马车的车帘子被掀开,露出一张略微发福的脸,“玉玉,是我。”
萧玉琢闻声,也掀开帘子,南平公主在帘子后头的脸,带着些笑意。
“原来是南平公主。公主现在已有好几个月的身孕了吧?正是兵荒马乱的时候,公主不在府上好好安胎,外头可是不安全的紧呢!”
南平公主笑了笑,“冒得险中险,方为人上人。”
萧玉琢眯了眯眼。
“还请郡主把吴王妃,交给我吧?”南平笑说。
“公主怎会向我要吴王妃呢?吴王妃又岂会在我手上?”萧玉琢不承认。
南平公主笑了笑,“我已经打听过了,吴王妃却被劫入了玉府。现在就在你马车上!吴王背弃你,另娶他人,这口气,怕是你吞不下吧?”
萧玉琢面无表情。
“你的脾性我知道,如今劫了吴王妃,是要给越王送去?好让越王借着吴王妃,来辖制吴王?”南平公主问道,“你这招借刀杀人,倒是使得好,可是我现在不能叫她被送到吴王手中去!”
萧玉琢暗暗冲马车近旁的护从点了点头。
“我拿她还有别的用处……”
“公主拿她有什么用我不管。”萧玉琢笑了笑,“但人现在我是不能给你的。”
“玉玉,你这是要跟我作对么?”南平公主冷下脸来。
听闻皇后娘娘有怀孕征兆的时候,萧玉琢就想,终有一日。她和南平之间的情谊,大概会不复存在。
曾经最投契的姐妹,也许要反目成仇。
只是没想到,会这么快。
“我不想跟你作对,我只想救我在意的人。”萧玉琢垂眸,语气温和。
南平公主哼笑一声,“玉玉,你说聪明的时候也聪明,只是糊涂起来的时候,也真叫人觉得可笑。我卖你个面子,才劝你这么多,若动起手来,你岂能是我的对手?”
萧玉琢看她一眼。

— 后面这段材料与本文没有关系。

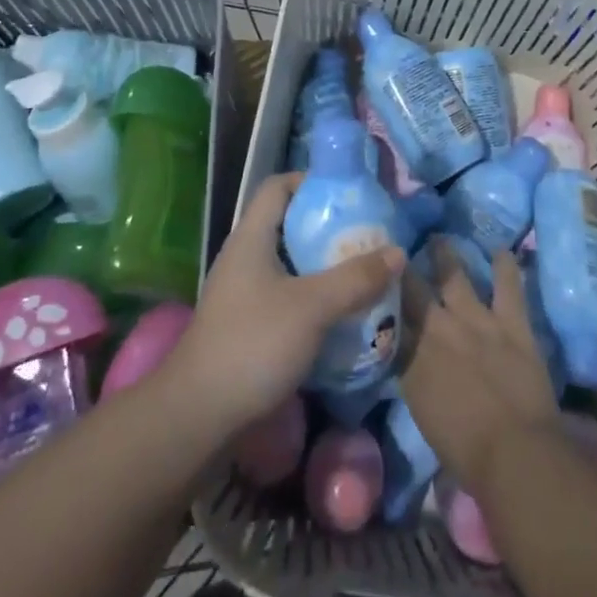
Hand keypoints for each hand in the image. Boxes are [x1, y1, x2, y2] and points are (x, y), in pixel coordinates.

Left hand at [168, 173, 404, 438]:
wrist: (199, 415)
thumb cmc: (253, 344)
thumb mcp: (312, 306)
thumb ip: (355, 278)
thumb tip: (397, 251)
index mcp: (251, 237)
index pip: (278, 186)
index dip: (312, 181)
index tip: (350, 195)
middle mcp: (245, 258)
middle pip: (289, 225)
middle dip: (329, 229)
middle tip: (368, 238)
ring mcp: (245, 294)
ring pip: (291, 265)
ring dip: (325, 268)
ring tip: (364, 276)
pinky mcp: (249, 326)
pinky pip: (288, 298)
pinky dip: (315, 299)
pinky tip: (343, 316)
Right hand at [400, 239, 560, 496]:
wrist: (515, 452)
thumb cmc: (464, 448)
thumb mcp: (420, 409)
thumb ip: (410, 374)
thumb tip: (403, 355)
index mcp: (411, 355)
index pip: (389, 316)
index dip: (380, 295)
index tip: (373, 277)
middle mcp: (437, 327)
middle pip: (413, 288)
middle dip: (402, 267)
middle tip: (397, 249)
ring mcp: (476, 320)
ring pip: (455, 275)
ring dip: (446, 255)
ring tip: (439, 238)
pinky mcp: (511, 322)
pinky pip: (508, 286)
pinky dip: (505, 267)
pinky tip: (501, 250)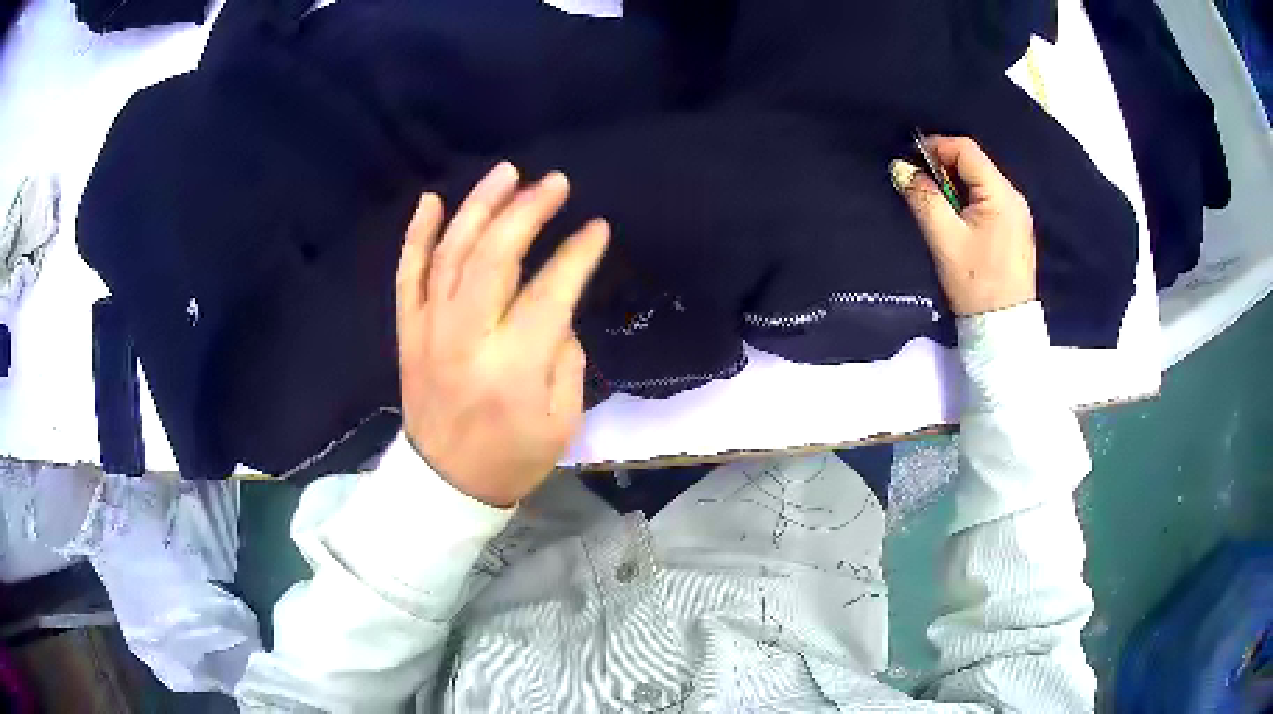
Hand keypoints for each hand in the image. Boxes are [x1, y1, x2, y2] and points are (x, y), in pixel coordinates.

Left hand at [395, 163, 608, 506]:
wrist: (445, 483)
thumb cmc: (512, 457)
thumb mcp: (562, 422)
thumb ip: (566, 360)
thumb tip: (557, 313)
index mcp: (512, 368)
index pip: (550, 293)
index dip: (577, 255)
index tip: (597, 228)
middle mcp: (466, 339)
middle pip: (494, 257)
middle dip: (527, 211)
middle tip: (555, 183)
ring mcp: (429, 330)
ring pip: (450, 254)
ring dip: (479, 207)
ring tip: (507, 173)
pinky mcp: (408, 331)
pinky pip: (407, 275)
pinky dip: (417, 235)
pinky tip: (431, 201)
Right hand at [890, 135, 1036, 316]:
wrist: (1003, 327)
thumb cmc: (975, 282)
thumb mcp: (944, 238)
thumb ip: (923, 198)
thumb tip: (900, 167)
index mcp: (1001, 194)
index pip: (966, 150)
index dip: (936, 147)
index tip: (911, 162)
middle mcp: (1014, 196)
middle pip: (975, 163)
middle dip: (944, 167)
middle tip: (920, 187)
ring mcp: (1017, 214)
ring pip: (980, 182)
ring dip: (955, 185)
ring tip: (936, 205)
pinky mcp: (1015, 229)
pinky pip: (988, 200)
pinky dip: (968, 200)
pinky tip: (957, 221)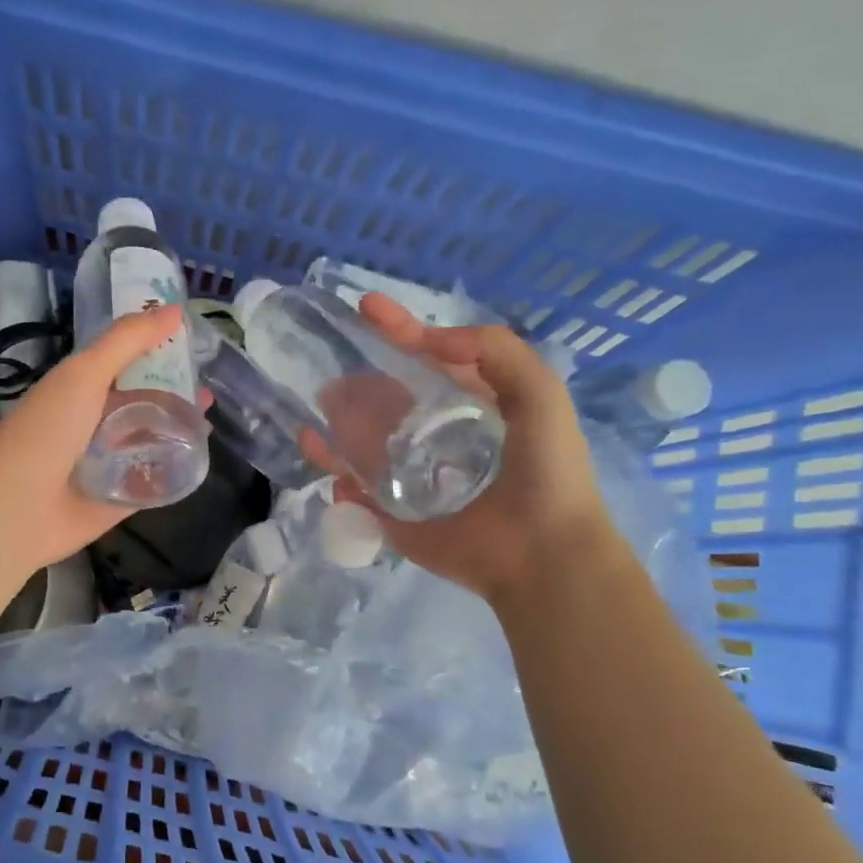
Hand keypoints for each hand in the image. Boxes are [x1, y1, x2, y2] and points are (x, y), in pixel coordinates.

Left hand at [0, 304, 191, 575]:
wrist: (16, 509)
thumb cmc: (46, 431)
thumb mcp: (85, 373)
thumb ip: (127, 341)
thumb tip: (174, 309)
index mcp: (78, 390)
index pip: (123, 364)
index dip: (154, 353)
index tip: (193, 345)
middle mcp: (90, 424)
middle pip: (139, 405)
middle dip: (172, 397)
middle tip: (208, 394)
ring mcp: (103, 465)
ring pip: (147, 444)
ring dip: (175, 434)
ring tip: (207, 425)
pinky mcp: (115, 502)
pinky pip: (149, 484)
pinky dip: (169, 474)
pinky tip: (196, 463)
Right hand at [321, 294, 612, 599]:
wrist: (541, 555)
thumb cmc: (547, 473)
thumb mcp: (539, 394)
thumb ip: (494, 350)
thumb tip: (430, 338)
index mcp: (473, 407)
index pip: (429, 361)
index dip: (400, 331)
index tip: (367, 307)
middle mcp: (438, 437)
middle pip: (388, 400)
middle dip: (359, 381)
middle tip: (332, 369)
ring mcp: (411, 476)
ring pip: (363, 441)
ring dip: (338, 420)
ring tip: (319, 404)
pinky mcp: (392, 513)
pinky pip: (353, 486)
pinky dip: (331, 465)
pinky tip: (315, 445)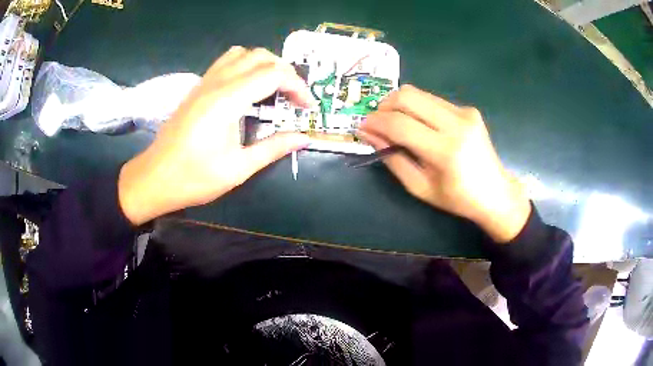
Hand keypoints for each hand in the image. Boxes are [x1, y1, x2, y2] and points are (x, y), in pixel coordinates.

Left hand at [118, 47, 313, 224]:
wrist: (154, 178)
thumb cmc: (194, 177)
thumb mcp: (238, 168)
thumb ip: (273, 148)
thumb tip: (303, 139)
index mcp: (227, 101)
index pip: (274, 74)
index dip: (298, 87)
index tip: (308, 107)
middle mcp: (216, 83)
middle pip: (261, 56)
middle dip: (285, 72)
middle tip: (293, 98)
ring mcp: (204, 82)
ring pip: (242, 54)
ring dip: (264, 65)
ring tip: (273, 89)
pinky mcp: (197, 88)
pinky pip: (226, 62)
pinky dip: (245, 66)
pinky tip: (247, 89)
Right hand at [359, 85, 530, 242]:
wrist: (496, 193)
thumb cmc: (457, 198)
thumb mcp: (419, 187)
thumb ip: (392, 158)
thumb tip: (368, 133)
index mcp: (445, 151)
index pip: (400, 124)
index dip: (375, 122)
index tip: (362, 126)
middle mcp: (457, 124)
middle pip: (408, 96)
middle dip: (384, 105)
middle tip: (377, 122)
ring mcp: (465, 113)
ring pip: (419, 93)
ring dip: (399, 105)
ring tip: (395, 123)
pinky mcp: (468, 109)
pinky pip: (432, 99)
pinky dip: (417, 108)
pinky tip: (419, 124)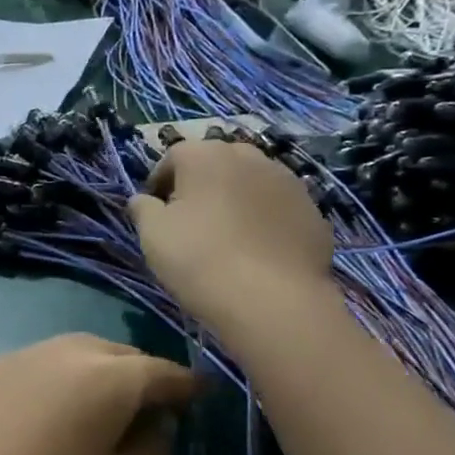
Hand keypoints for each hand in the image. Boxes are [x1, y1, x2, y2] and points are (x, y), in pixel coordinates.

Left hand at [0, 334, 200, 454]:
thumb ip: (154, 448)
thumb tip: (156, 421)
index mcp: (108, 376)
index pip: (161, 372)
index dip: (186, 385)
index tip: (201, 395)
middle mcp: (65, 351)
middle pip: (116, 353)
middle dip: (140, 373)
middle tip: (151, 404)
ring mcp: (21, 355)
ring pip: (74, 351)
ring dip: (97, 370)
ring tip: (102, 403)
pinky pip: (38, 363)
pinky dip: (57, 376)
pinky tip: (51, 406)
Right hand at [126, 137, 337, 334]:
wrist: (272, 299)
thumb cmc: (199, 258)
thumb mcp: (152, 234)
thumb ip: (143, 209)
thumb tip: (142, 199)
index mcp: (206, 155)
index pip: (174, 156)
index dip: (159, 181)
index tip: (155, 209)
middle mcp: (250, 157)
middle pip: (217, 162)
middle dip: (200, 183)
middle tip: (189, 218)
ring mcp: (288, 181)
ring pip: (251, 181)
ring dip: (235, 198)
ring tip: (225, 233)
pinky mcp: (313, 210)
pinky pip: (277, 206)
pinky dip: (263, 218)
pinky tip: (255, 249)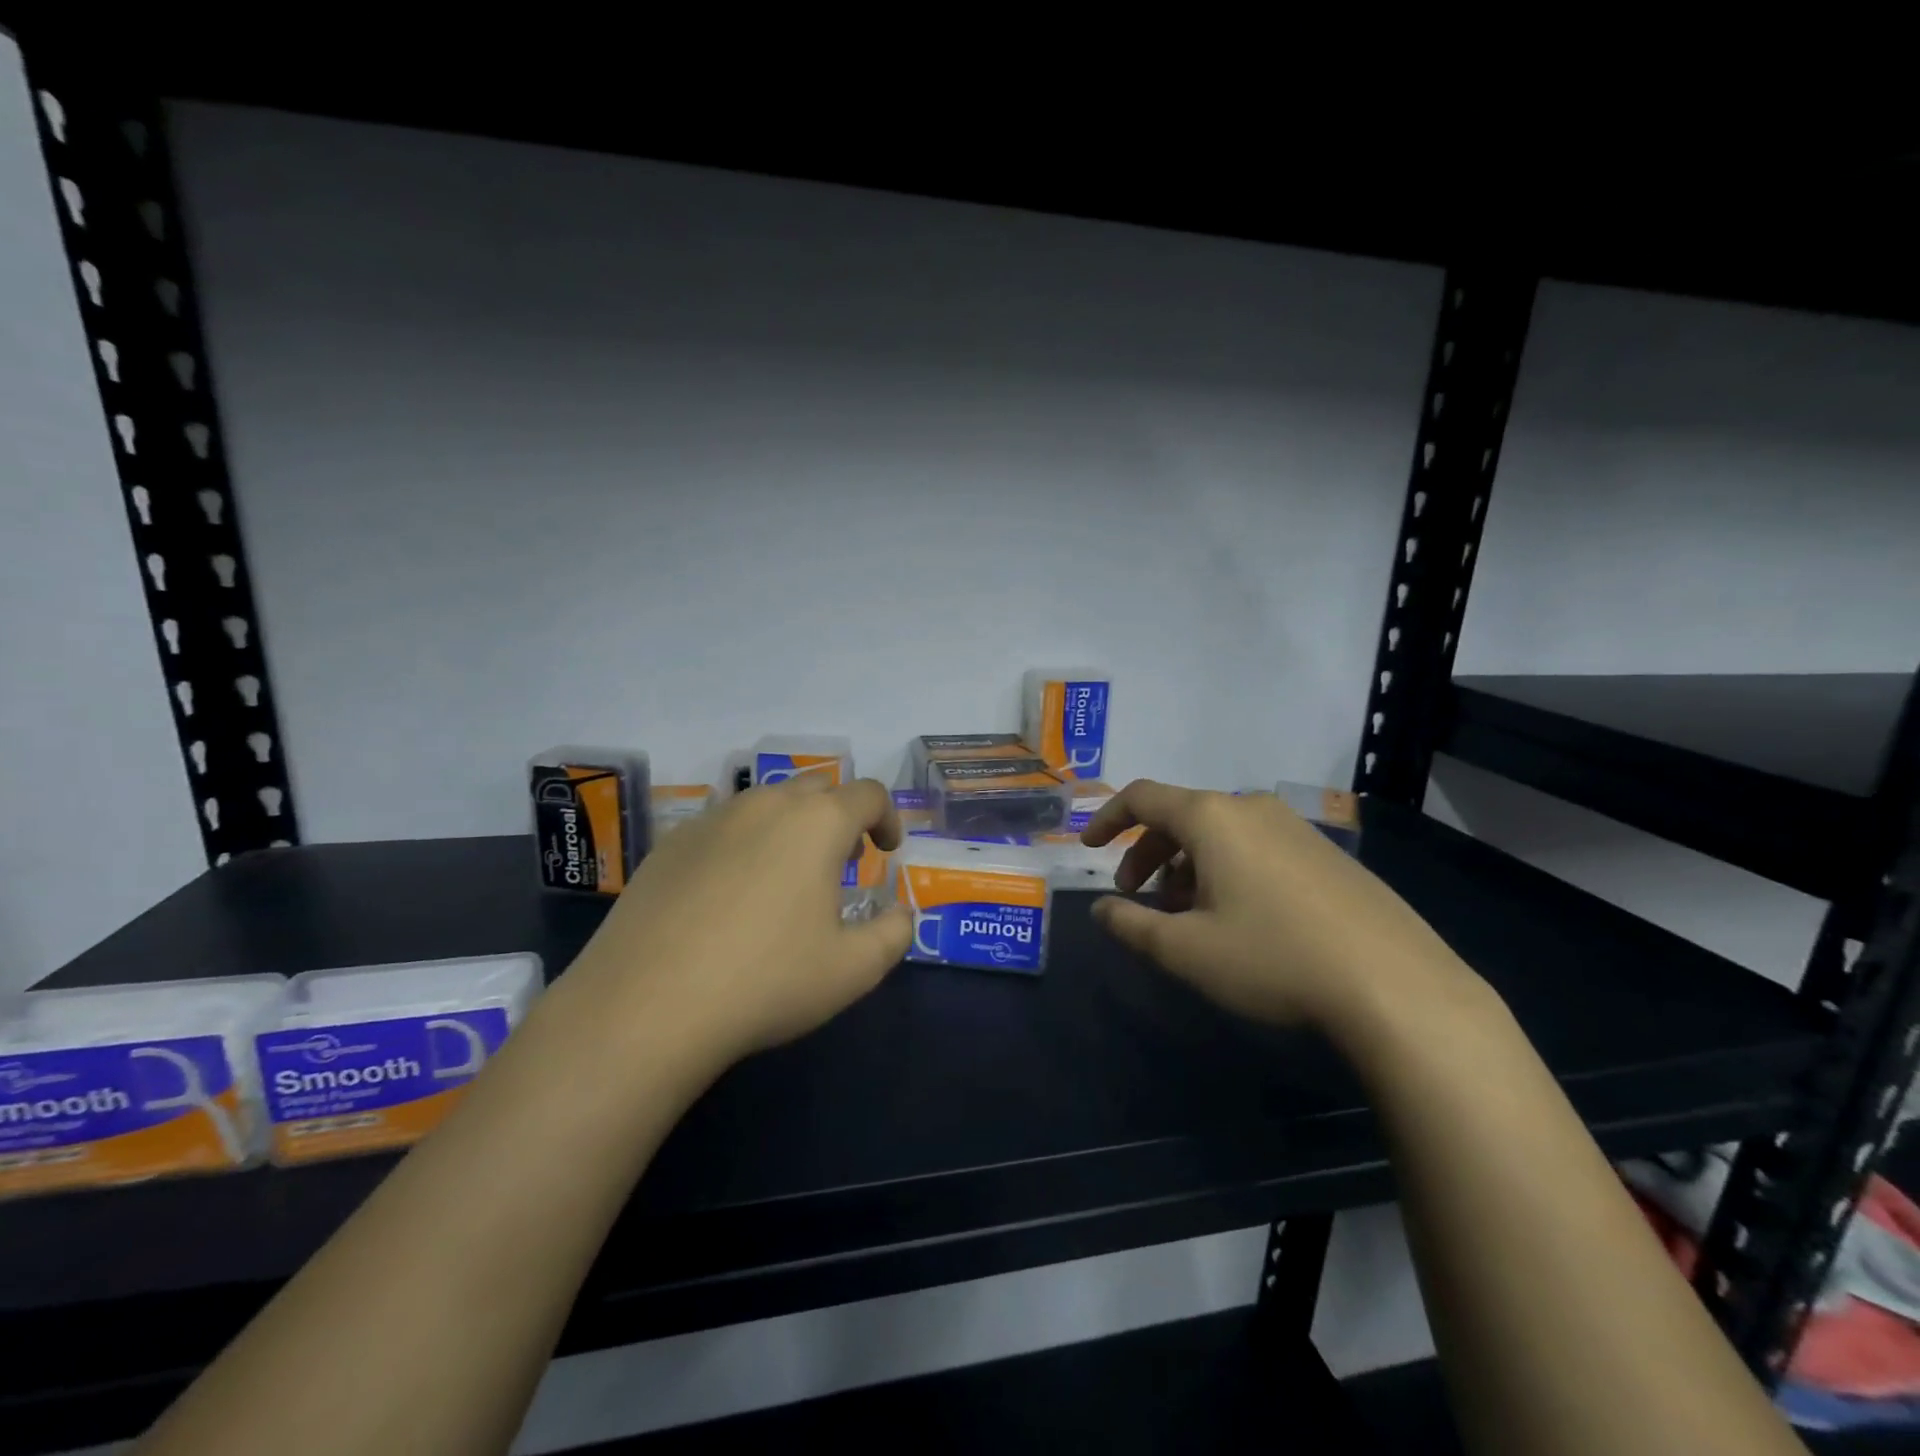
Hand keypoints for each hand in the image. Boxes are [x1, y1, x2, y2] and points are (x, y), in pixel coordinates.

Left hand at [563, 777, 911, 1069]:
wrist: (646, 1005)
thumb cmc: (766, 980)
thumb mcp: (853, 970)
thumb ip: (893, 934)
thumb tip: (901, 914)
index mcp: (817, 823)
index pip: (868, 794)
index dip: (888, 817)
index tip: (887, 850)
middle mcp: (766, 805)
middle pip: (817, 787)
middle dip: (841, 815)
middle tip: (843, 860)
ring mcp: (712, 819)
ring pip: (766, 803)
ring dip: (791, 826)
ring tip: (787, 876)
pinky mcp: (670, 844)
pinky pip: (722, 827)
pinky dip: (744, 844)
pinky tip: (730, 896)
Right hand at [1082, 780, 1483, 1036]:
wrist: (1397, 987)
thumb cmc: (1273, 958)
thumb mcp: (1187, 950)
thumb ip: (1132, 925)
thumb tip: (1102, 910)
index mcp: (1212, 817)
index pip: (1142, 796)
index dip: (1107, 818)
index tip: (1089, 847)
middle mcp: (1251, 808)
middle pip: (1179, 816)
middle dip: (1146, 853)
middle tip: (1135, 896)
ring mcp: (1294, 828)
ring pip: (1219, 835)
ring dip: (1186, 866)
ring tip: (1185, 915)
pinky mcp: (1325, 854)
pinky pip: (1255, 848)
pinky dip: (1226, 871)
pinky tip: (1237, 918)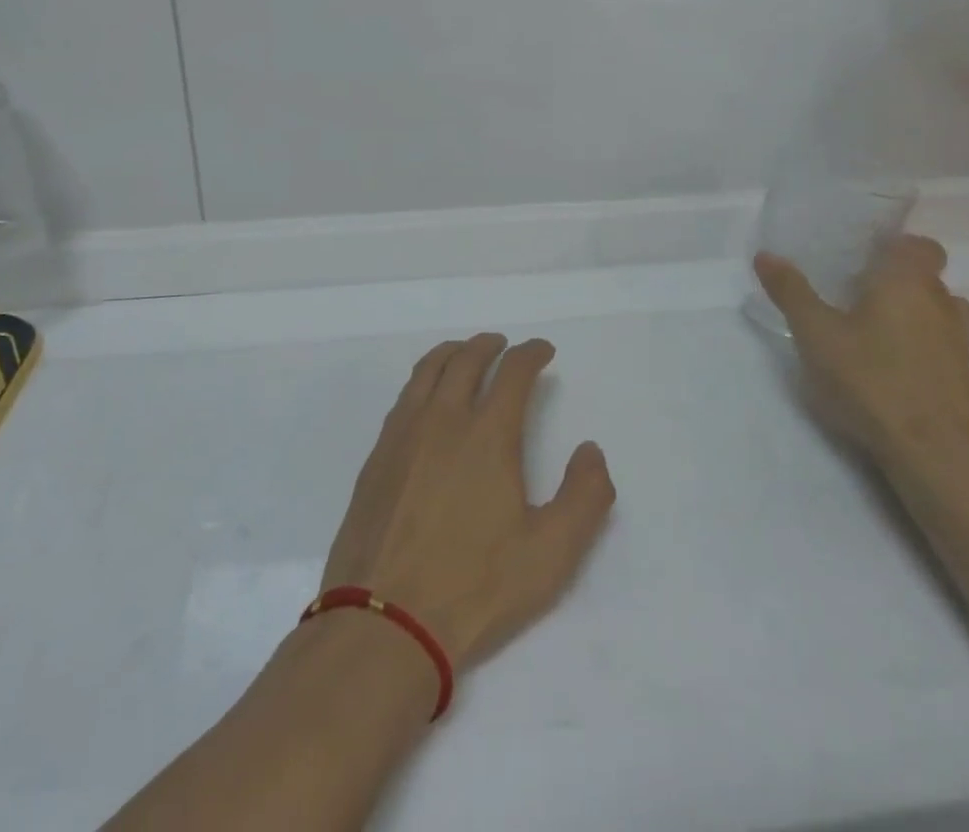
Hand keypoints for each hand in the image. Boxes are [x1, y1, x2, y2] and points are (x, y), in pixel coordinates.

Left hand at [320, 334, 615, 675]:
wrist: (383, 623)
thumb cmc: (474, 588)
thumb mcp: (550, 555)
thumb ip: (584, 497)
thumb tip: (591, 450)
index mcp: (487, 435)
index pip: (513, 372)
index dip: (531, 353)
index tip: (543, 350)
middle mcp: (442, 419)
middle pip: (466, 360)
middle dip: (489, 345)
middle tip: (503, 345)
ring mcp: (403, 434)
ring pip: (428, 370)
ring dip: (452, 353)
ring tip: (464, 354)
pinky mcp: (377, 456)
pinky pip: (404, 397)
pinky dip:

“公主这么自信?”
“吴王殿下已经娶了旁人,长公主姑姑到吴王府将他鞭打一顿。你和吴王的关系,这算是没了,且如今你还掳走了他的王妃。”南平公主笑了笑,“越王虽和你关系匪浅,可这会儿他风头正盛,吴王纠缠着他,他也是自顾不暇,没空救你。”
萧玉琢点点头,“可我若是不靠他们呢?”
“哈,不靠他们,你还能靠谁?你早已搬出萧家,另立门户。而我舅舅家在朝中的声望颇高。也不是一日两日了!”南平公主见萧玉琢顽固,似乎耗尽了耐心。
姐妹情谊,在权利面前,单薄的不值一提。
“动手。”南平公主放下车窗帘子,冷冷吩咐。
外头立时响起争斗之声。
坐在车内的宝翁有些紧张,更多的是焦灼。
“别担心,我们很快就能走了。”萧玉琢低声说道。
“她不是公主么?为何要劫走我?”宝翁略有些不解的问道。
梅香说道:“她是皇后娘娘唯一嫡出的女儿,据说皇后娘娘如今又怀了身孕。圣上驾崩,皇后娘娘肚子里的就是遗腹子。倘若皇后娘娘的娘家在这时候,把控住朝廷,站稳了地位。日后就可立皇后娘娘腹中的遗腹子为帝!”
宝翁瞪大了眼睛。
“当然了,不管是皇后娘娘垂帘听政,还是让那遗腹子当皇帝。都不过是傀儡,把控朝政的,肯定是皇后的娘家。”梅香低声说道,“对南平公主来说,越王和吴王都跟她不亲,自然还是她自己的亲弟弟,她的娘舅家亲呀!”
宝翁似懂非懂的点了点头。
“唉,反正就是争权夺利呗!”梅香掀着帘子,往外看了一眼。
方下帘子,就见她一脸闲适。
不多时,他们的马车就又动了起来。
萧玉琢往外看了一眼。
南平公主的马车已经避道远处去,她留下围困萧玉琢的人则倒下了大半。
她带来的人不少,奈何萧玉琢知道现在出府,定是危险重重。指不定就会遇见什么人。
所
带人马,在明处的都是高手。
暗处刘兰雪也不知又安排了多少人马随行护送。
南平公主的人马甚至毫无防备的,就被街旁道边,猛地窜出来的人猝不及防的给抹了脖子。
死了还不知道自己是怎么死的。
无声无息的放倒好些人,见萧玉琢的马车又动起来之后,他们便又隐匿在周遭。或蹿上了屋顶,或躲避在树梢。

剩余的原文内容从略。